#### [PROBLEM TO SOLVE]
From the first line to the last, repeat the data exactly and drop the pictures.

#### [INFORMATION PROVIDED]
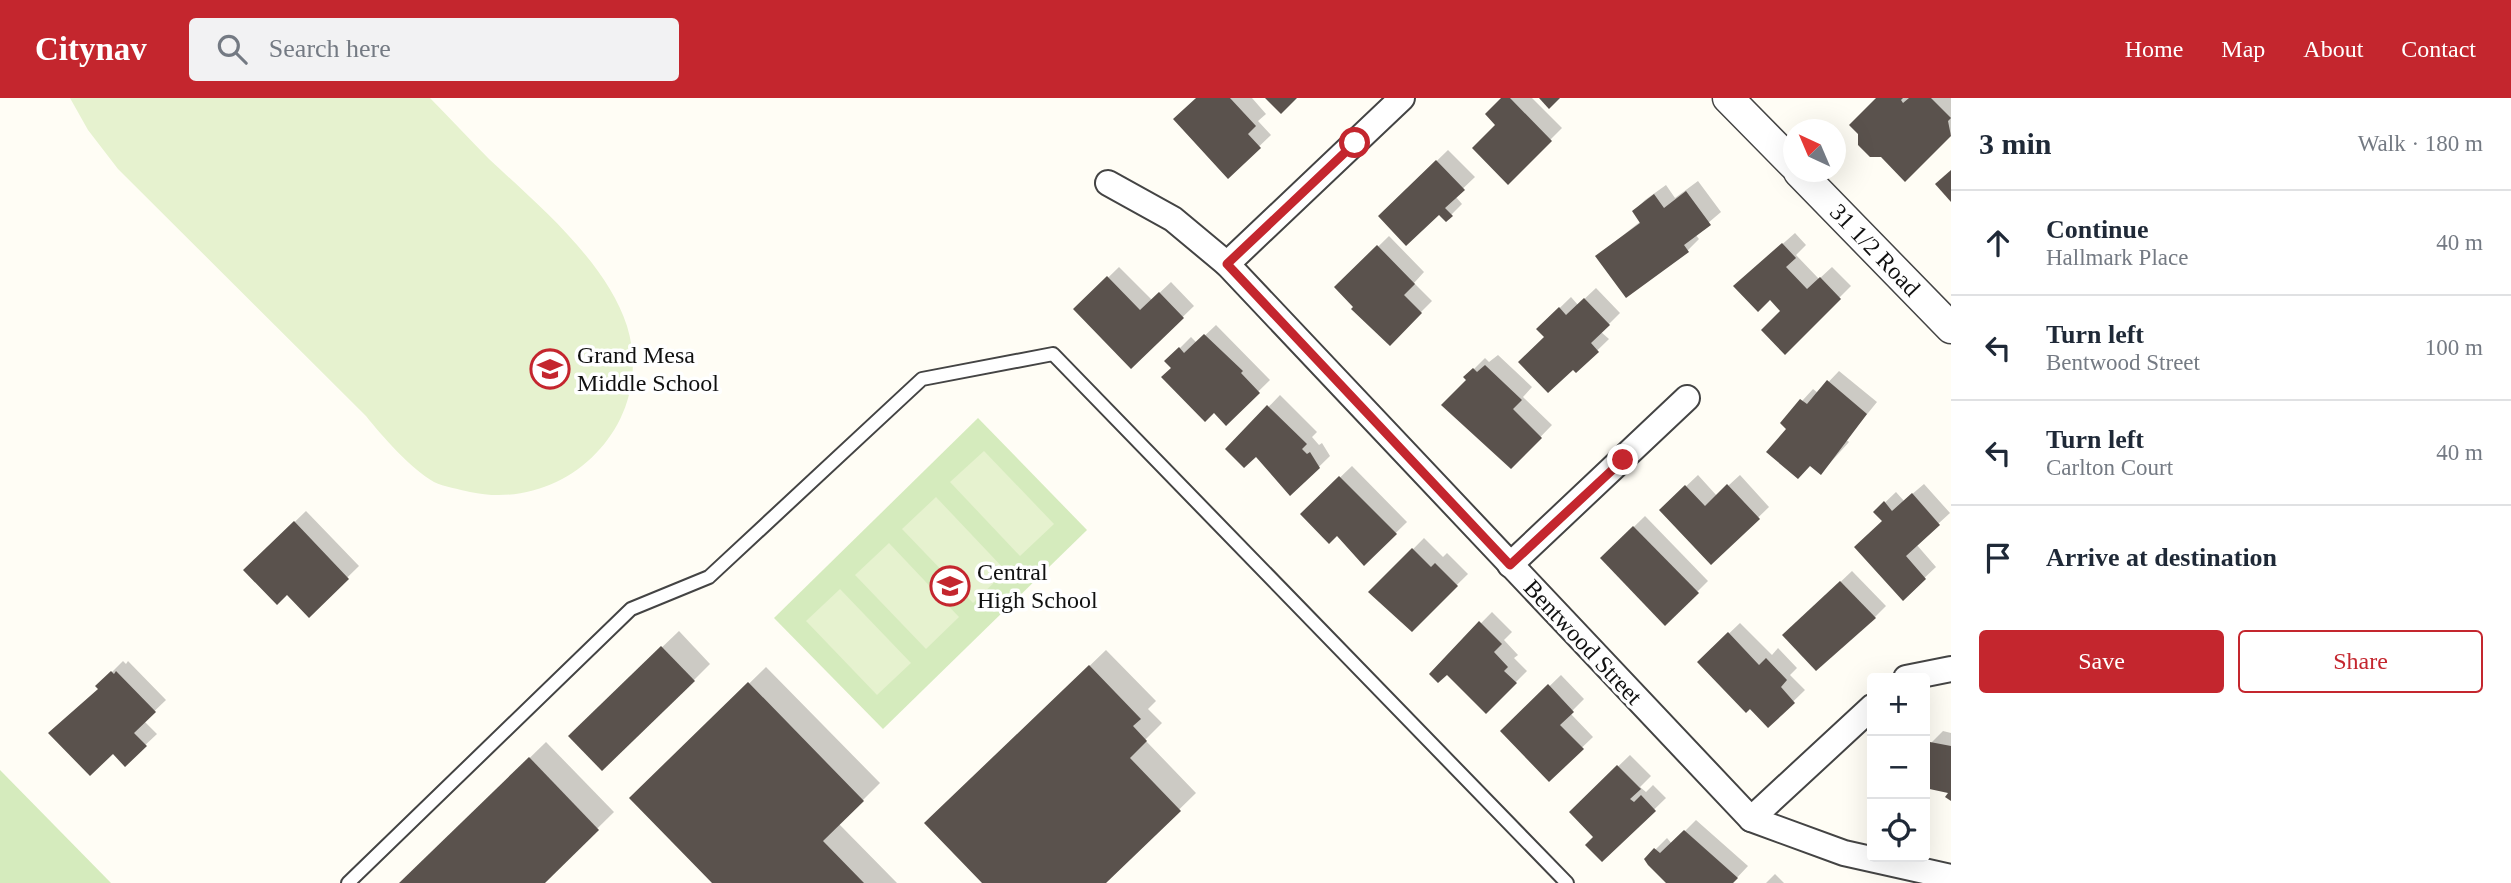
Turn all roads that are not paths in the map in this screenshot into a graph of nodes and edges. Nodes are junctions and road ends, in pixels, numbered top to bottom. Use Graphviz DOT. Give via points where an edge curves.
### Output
graph roads {
  1 [pos="1402,98"];
  2 [pos="1728,98"];
  3 [pos="1783,154"];
  4 [pos="1810,182"];
  5 [pos="1108,183"];
  6 [pos="1227,264"];
  7 [pos="1951,328"];
  8 [pos="1687,398"];
  9 [pos="1510,565"];
  10 [pos="1951,669"];
  11 [pos="1923,673"];
  12 [pos="1867,712"];
  13 [pos="1751,819"];
  14 [pos="1951,877"];
  15 [pos="348,883"];
  16 [pos="1567,883"];
  1 -- 6 [label="street"];
  2 -- 3 [label="street"];
  4 -- 7 [label="street, 31 1/2 Road"];
  5 -- 6 [label="street, Bentwood Street" via="1173,219"];
  6 -- 9 [label="street, Bentwood Street"];
  8 -- 9 [label="street"];
  9 -- 13 [label="street, Bentwood Street"];
  10 -- 11 [label="street"];
  12 -- 13 [label="street"];
  13 -- 14 [label="street, Bentwood Street" via="1844,853"];
  15 -- 16 [label="lane" via="631,609 709,577 922,379 1053,354"];
}
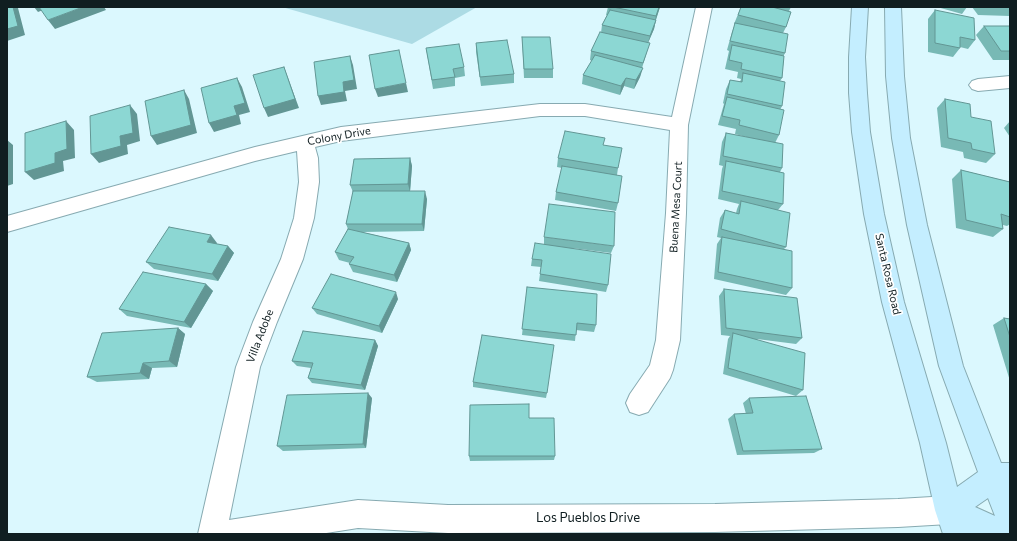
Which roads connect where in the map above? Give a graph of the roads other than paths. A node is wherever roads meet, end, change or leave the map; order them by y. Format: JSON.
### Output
{"nodes":[{"id":1,"x":704,"y":7,"type":"edge"},
{"id":2,"x":860,"y":7,"type":"edge"},
{"id":3,"x":893,"y":7,"type":"edge"},
{"id":4,"x":1010,"y":82,"type":"edge"},
{"id":5,"x":978,"y":85,"type":"dead end"},
{"id":6,"x":679,"y":125,"type":"junction"},
{"id":7,"x":304,"y":142,"type":"junction"},
{"id":8,"x":7,"y":224,"type":"edge"},
{"id":9,"x":639,"y":403,"type":"dead end"},
{"id":10,"x":1001,"y":477,"type":"edge"},
{"id":11,"x":1010,"y":517,"type":"edge"},
{"id":12,"x":953,"y":522,"type":"edge"},
{"id":13,"x":716,"y":526,"type":"edge"},
{"id":14,"x":446,"y":527,"type":"edge"},
{"id":15,"x":212,"y":534,"type":"edge"},
{"id":16,"x":229,"y":534,"type":"edge"},
{"id":17,"x":1004,"y":534,"type":"edge"}],
"edges":[{"from":1,"to":6,"type":"street","name":"Buena Mesa Court"},
{"from":2,"to":12,"type":"main road","name":"Santa Rosa Road"},
{"from":3,"to":10,"type":"main road"},
{"from":4,"to":5,"type":"street"},
{"from":6,"to":7,"type":"street","name":"Colony Drive"},
{"from":6,"to":9,"type":"street","name":"Buena Mesa Court"},
{"from":7,"to":8,"type":"street","name":"Colony Drive"},
{"from":7,"to":15,"type":"street","name":"Villa Adobe"},
{"from":10,"to":11,"type":"main road"},
{"from":10,"to":12,"type":"main road"},
{"from":12,"to":13,"type":"street","name":"Los Pueblos Drive"},
{"from":12,"to":17,"type":"main road","name":"Los Pueblos Drive"},
{"from":13,"to":14,"type":"street","name":"Los Pueblos Drive"},
{"from":14,"to":16,"type":"street","name":"Los Pueblos Drive"}]}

#### [TASK RESULT]
Turn all roads that are not paths in the map in this screenshot into a graph of nodes and edges. Nodes are junctions and road ends, in pixels, numbered top to bottom. Use Graphviz DOT. Give via points where an edge curves.
### Output
graph roads {
  1 [pos="1402,98"];
  2 [pos="1728,98"];
  3 [pos="1783,154"];
  4 [pos="1810,182"];
  5 [pos="1108,183"];
  6 [pos="1227,264"];
  7 [pos="1951,328"];
  8 [pos="1687,398"];
  9 [pos="1510,565"];
  10 [pos="1951,669"];
  11 [pos="1923,673"];
  12 [pos="1867,712"];
  13 [pos="1751,819"];
  14 [pos="1951,877"];
  15 [pos="348,883"];
  16 [pos="1567,883"];
  1 -- 6 [label="street"];
  2 -- 3 [label="street"];
  4 -- 7 [label="street, 31 1/2 Road"];
  5 -- 6 [label="street, Bentwood Street" via="1173,219"];
  6 -- 9 [label="street, Bentwood Street"];
  8 -- 9 [label="street"];
  9 -- 13 [label="street, Bentwood Street"];
  10 -- 11 [label="street"];
  12 -- 13 [label="street"];
  13 -- 14 [label="street, Bentwood Street" via="1844,853"];
  15 -- 16 [label="lane" via="631,609 709,577 922,379 1053,354"];
}
Which roads connect where in the map above? Give a graph of the roads other than paths. A node is wherever roads meet, end, change or leave the map; order them by y. Format: JSON.
### Output
{"nodes":[{"id":1,"x":704,"y":7,"type":"edge"},
{"id":2,"x":860,"y":7,"type":"edge"},
{"id":3,"x":893,"y":7,"type":"edge"},
{"id":4,"x":1010,"y":82,"type":"edge"},
{"id":5,"x":978,"y":85,"type":"dead end"},
{"id":6,"x":679,"y":125,"type":"junction"},
{"id":7,"x":304,"y":142,"type":"junction"},
{"id":8,"x":7,"y":224,"type":"edge"},
{"id":9,"x":639,"y":403,"type":"dead end"},
{"id":10,"x":1001,"y":477,"type":"edge"},
{"id":11,"x":1010,"y":517,"type":"edge"},
{"id":12,"x":953,"y":522,"type":"edge"},
{"id":13,"x":716,"y":526,"type":"edge"},
{"id":14,"x":446,"y":527,"type":"edge"},
{"id":15,"x":212,"y":534,"type":"edge"},
{"id":16,"x":229,"y":534,"type":"edge"},
{"id":17,"x":1004,"y":534,"type":"edge"}],
"edges":[{"from":1,"to":6,"type":"street","name":"Buena Mesa Court"},
{"from":2,"to":12,"type":"main road","name":"Santa Rosa Road"},
{"from":3,"to":10,"type":"main road"},
{"from":4,"to":5,"type":"street"},
{"from":6,"to":7,"type":"street","name":"Colony Drive"},
{"from":6,"to":9,"type":"street","name":"Buena Mesa Court"},
{"from":7,"to":8,"type":"street","name":"Colony Drive"},
{"from":7,"to":15,"type":"street","name":"Villa Adobe"},
{"from":10,"to":11,"type":"main road"},
{"from":10,"to":12,"type":"main road"},
{"from":12,"to":13,"type":"street","name":"Los Pueblos Drive"},
{"from":12,"to":17,"type":"main road","name":"Los Pueblos Drive"},
{"from":13,"to":14,"type":"street","name":"Los Pueblos Drive"},
{"from":14,"to":16,"type":"street","name":"Los Pueblos Drive"}]}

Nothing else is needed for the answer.